Firstly, it’s important to understand that the term is used only sparingly. “Pandemic is not a word to use lightly or carelessly,” said Tedros. “It is a word that, if misused, can cause unreasonable fear, or unjustified acceptance that the fight is over, leading to unnecessary suffering and death.”
In dictionary terms, pandemic means an infection or disease that occurs over a wide geographic area and affects an exceptionally high proportion of the population. As of the WHO announcement, there were more than 118,000 cases of coronavirus in 114 countries worldwide, and 4,291 people have died.

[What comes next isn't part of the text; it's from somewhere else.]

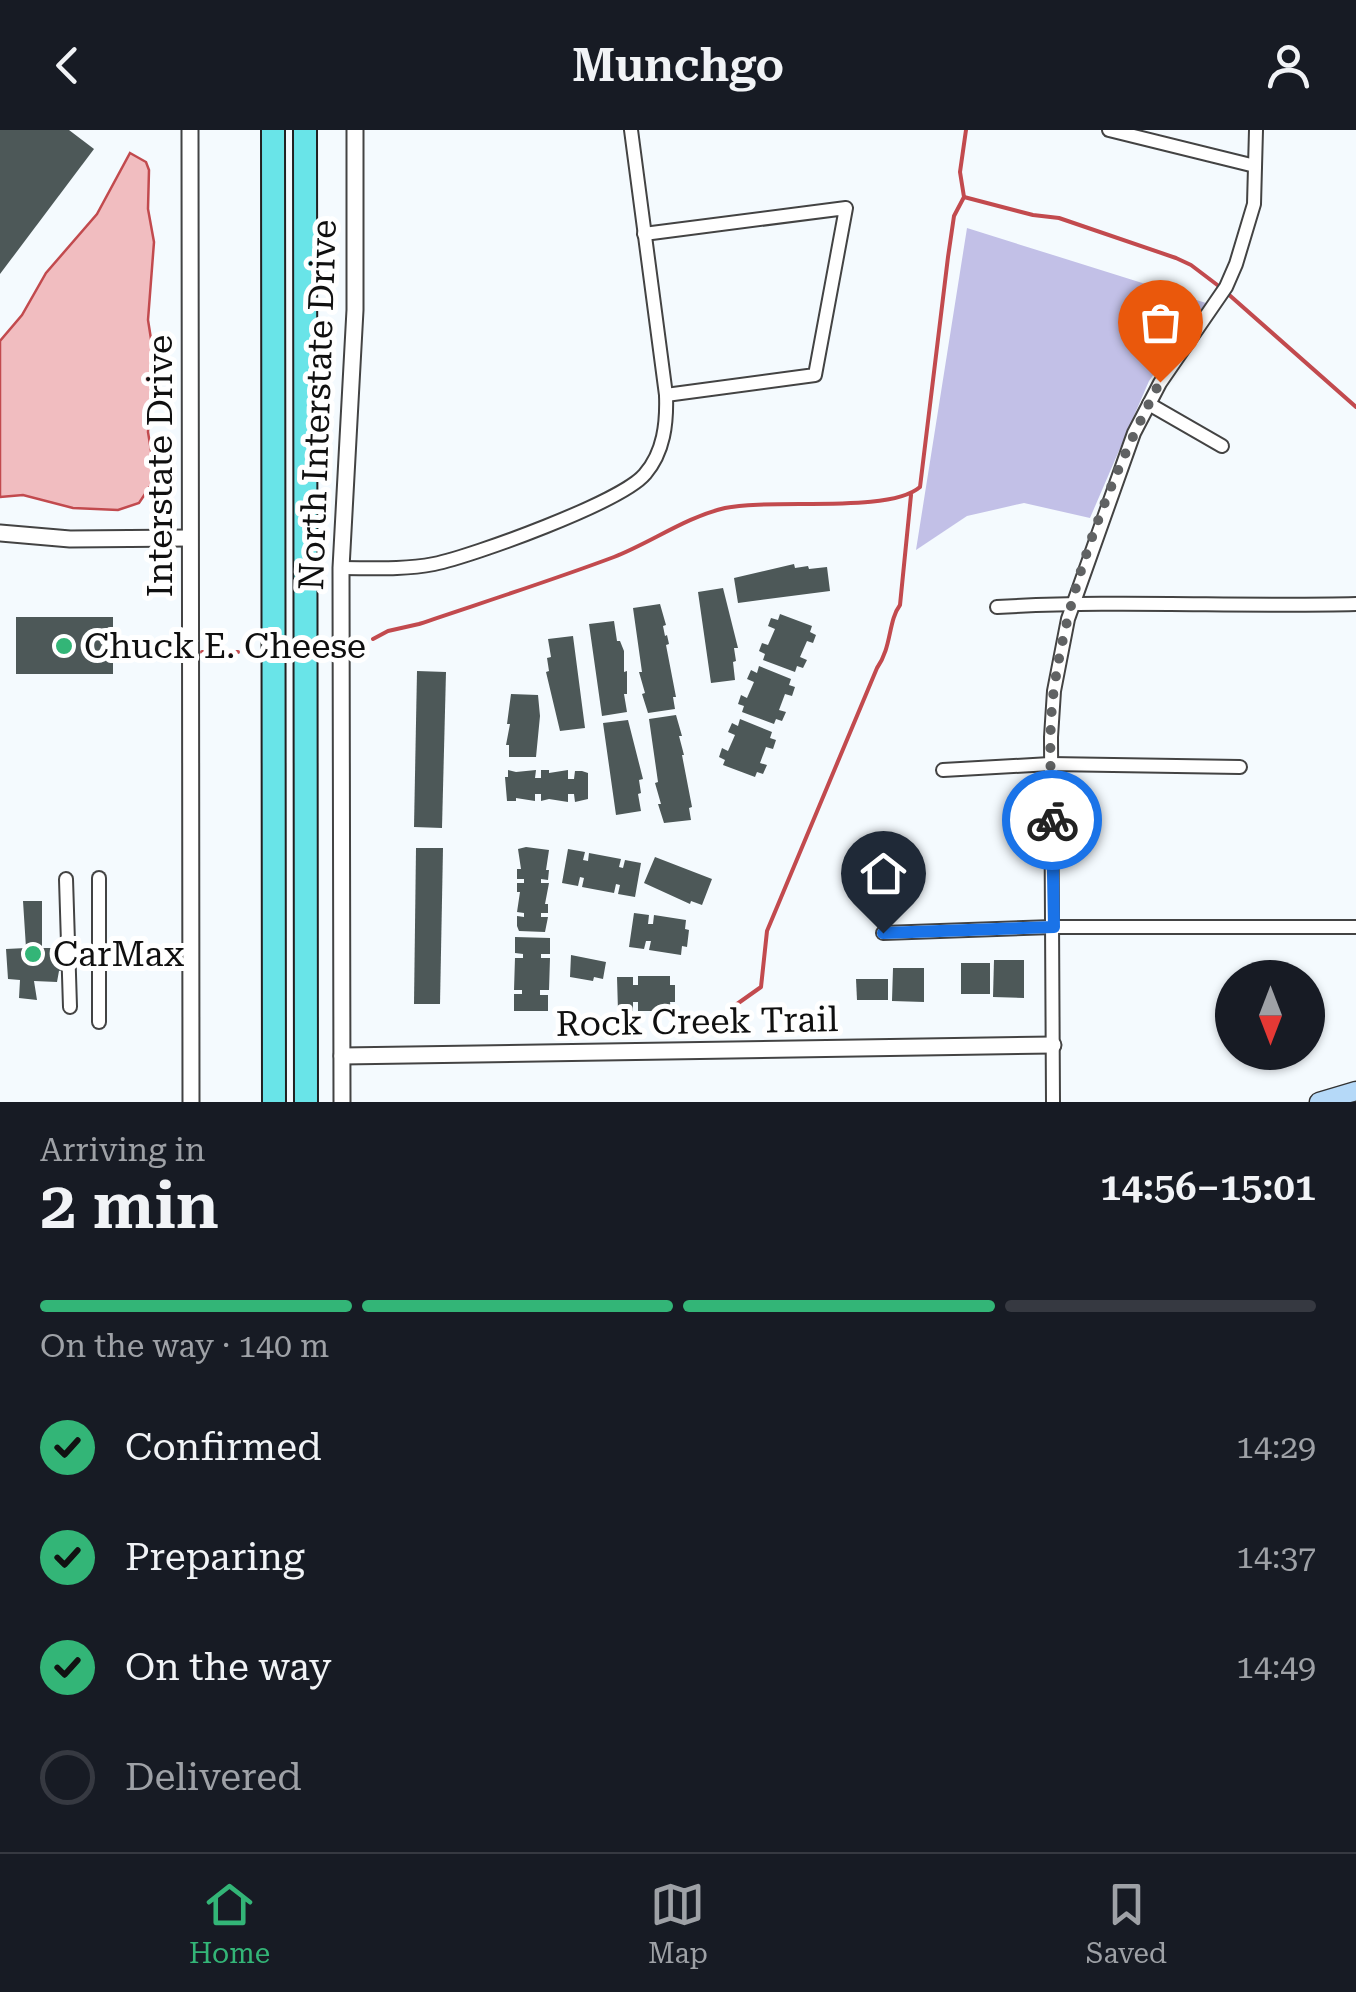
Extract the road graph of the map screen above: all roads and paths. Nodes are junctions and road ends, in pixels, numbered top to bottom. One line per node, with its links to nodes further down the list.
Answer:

Recent pandemics include the 2009 H1N1 flu, and the 1918 flu, to which the coronavirus has sometimes been compared. The 1918 flu killed tens of millions of people. A congressional doctor recently told staffers in Washington, D.C., that he expects 75 million to 150 million people in the United States to become infected with the coronavirus. This does not mean 75 million to 150 million people will die, but it does mean that failing to act now will lead to an extraordinary number of deaths.
“All countries can still change the course of this pandemic,” said Tedros in his remarks. “If countries detect, test, treat, isolate, trace, and mobilize their people in the response, those with a handful of #COVID19 cases can prevent those cases becoming clusters, and those clusters becoming community transmission.”